START DATA SUPPLIED

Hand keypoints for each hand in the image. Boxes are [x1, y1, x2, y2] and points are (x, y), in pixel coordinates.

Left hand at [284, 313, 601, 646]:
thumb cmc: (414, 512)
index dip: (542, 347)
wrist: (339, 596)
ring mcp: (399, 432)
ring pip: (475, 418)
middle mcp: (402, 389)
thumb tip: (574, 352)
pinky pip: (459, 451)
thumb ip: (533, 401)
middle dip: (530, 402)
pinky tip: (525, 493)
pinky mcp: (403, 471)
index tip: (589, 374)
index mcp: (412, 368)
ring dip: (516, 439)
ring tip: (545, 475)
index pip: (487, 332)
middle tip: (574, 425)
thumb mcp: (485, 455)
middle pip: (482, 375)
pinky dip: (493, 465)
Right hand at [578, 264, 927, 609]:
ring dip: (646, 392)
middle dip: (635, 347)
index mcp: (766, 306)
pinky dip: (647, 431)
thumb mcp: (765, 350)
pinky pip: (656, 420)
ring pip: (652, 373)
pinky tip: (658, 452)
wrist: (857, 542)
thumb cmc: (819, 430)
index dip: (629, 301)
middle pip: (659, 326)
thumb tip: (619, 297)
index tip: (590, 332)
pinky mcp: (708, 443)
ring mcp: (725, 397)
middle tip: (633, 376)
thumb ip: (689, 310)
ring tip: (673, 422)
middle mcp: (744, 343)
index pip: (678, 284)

END DATA SUPPLIED
START DATA SUPPLIED

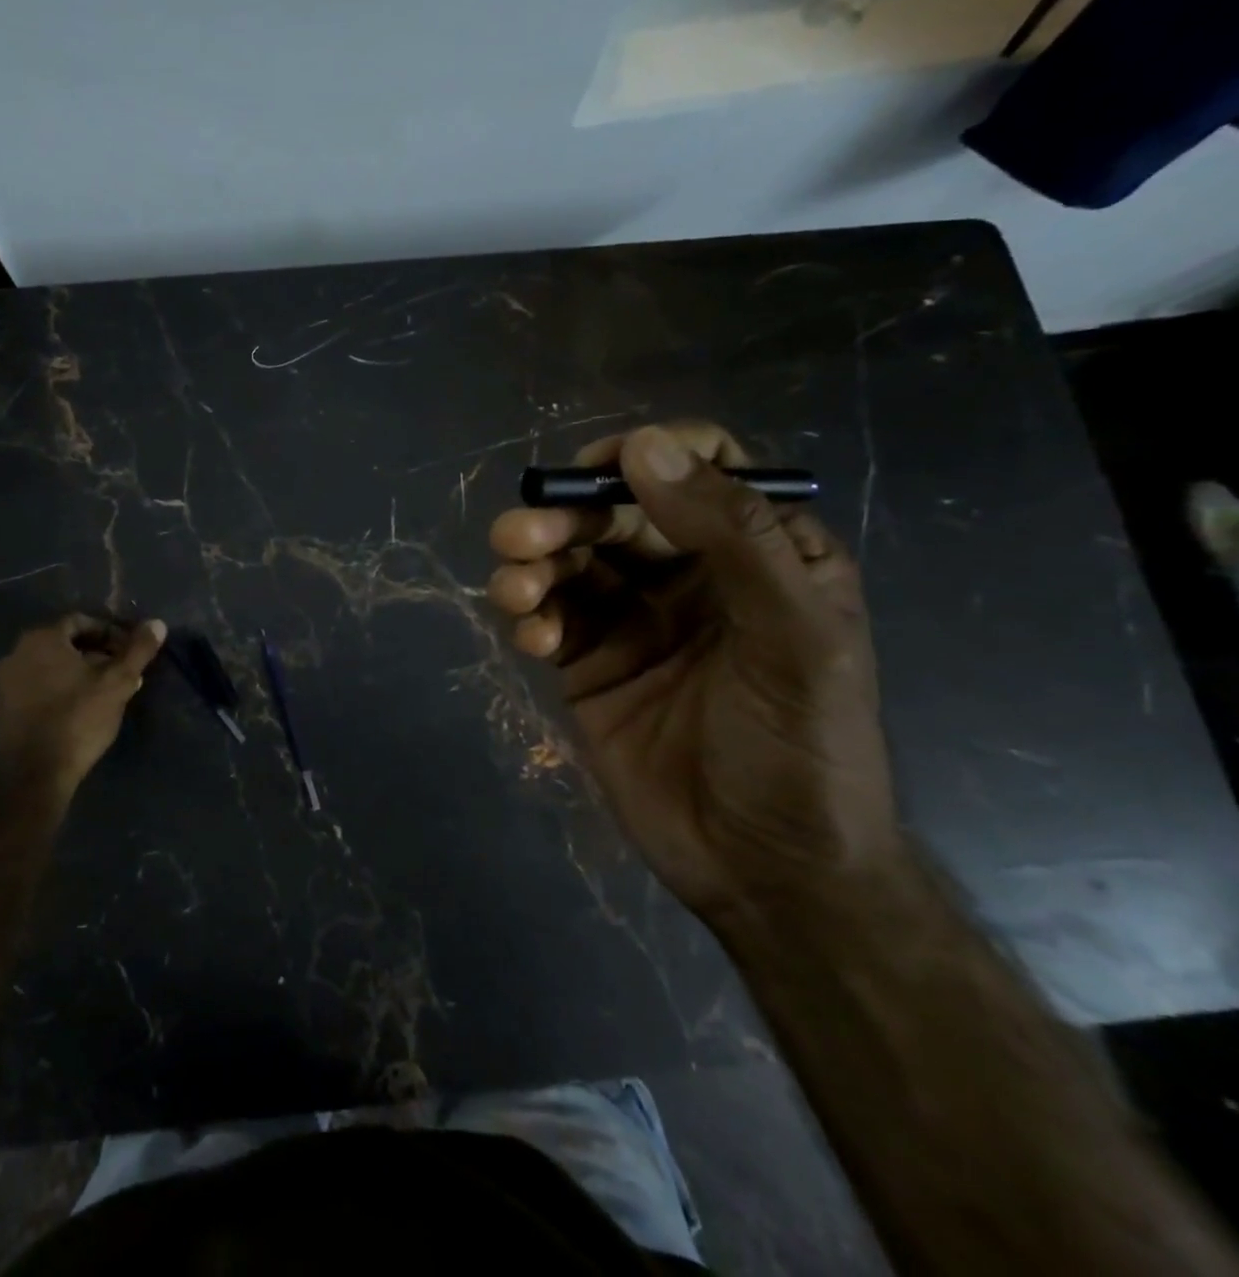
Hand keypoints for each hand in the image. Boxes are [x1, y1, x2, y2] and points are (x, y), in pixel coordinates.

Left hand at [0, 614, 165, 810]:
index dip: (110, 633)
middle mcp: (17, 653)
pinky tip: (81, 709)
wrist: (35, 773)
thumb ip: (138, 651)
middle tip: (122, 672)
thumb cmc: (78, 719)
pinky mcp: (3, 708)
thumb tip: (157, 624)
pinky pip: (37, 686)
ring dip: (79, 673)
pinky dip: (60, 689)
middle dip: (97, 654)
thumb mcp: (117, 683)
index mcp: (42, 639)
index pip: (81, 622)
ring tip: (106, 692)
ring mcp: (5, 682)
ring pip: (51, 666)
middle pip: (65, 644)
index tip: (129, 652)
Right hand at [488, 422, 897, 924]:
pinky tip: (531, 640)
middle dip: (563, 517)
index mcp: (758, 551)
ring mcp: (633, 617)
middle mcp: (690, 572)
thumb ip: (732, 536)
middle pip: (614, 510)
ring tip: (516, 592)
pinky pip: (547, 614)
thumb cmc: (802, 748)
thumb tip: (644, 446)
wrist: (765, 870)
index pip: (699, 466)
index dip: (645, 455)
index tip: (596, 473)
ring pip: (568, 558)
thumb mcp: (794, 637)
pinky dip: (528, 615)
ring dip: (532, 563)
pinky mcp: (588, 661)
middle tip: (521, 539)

END DATA SUPPLIED

BRIEF: Given the data above, transcribe exactly the lines from the one containing "middle dip: (530, 402)" down to the one containing "index pip: (678, 284)", and no others.

ANSWER TO THIS EXERCISE:
middle dip: (530, 402)
pinky tip: (525, 493)
pinky mcp: (403, 471)
index tip: (589, 374)
index mcp: (412, 368)
ring dip: (516, 439)
ring tip: (545, 475)
index pip: (487, 332)
middle tip: (574, 425)
thumb mcp: (485, 455)
middle pip: (482, 375)
pinky dip: (493, 465)
Right hand at [578, 264, 927, 609]:
ring dip: (646, 392)
middle dip: (635, 347)
index mcp: (766, 306)
pinky dip: (647, 431)
thumb mcp: (765, 350)
pinky pip: (656, 420)
ring pip: (652, 373)
pinky tip: (658, 452)
wrist: (857, 542)
thumb cmc: (819, 430)
index dip: (629, 301)
middle pip: (659, 326)
thumb tip: (619, 297)
index tip: (590, 332)
pinky mcp: (708, 443)
ring mcp: (725, 397)
middle tip: (633, 376)
thumb ip: (689, 310)
ring tip: (673, 422)
middle mcp: (744, 343)
index pip: (678, 284)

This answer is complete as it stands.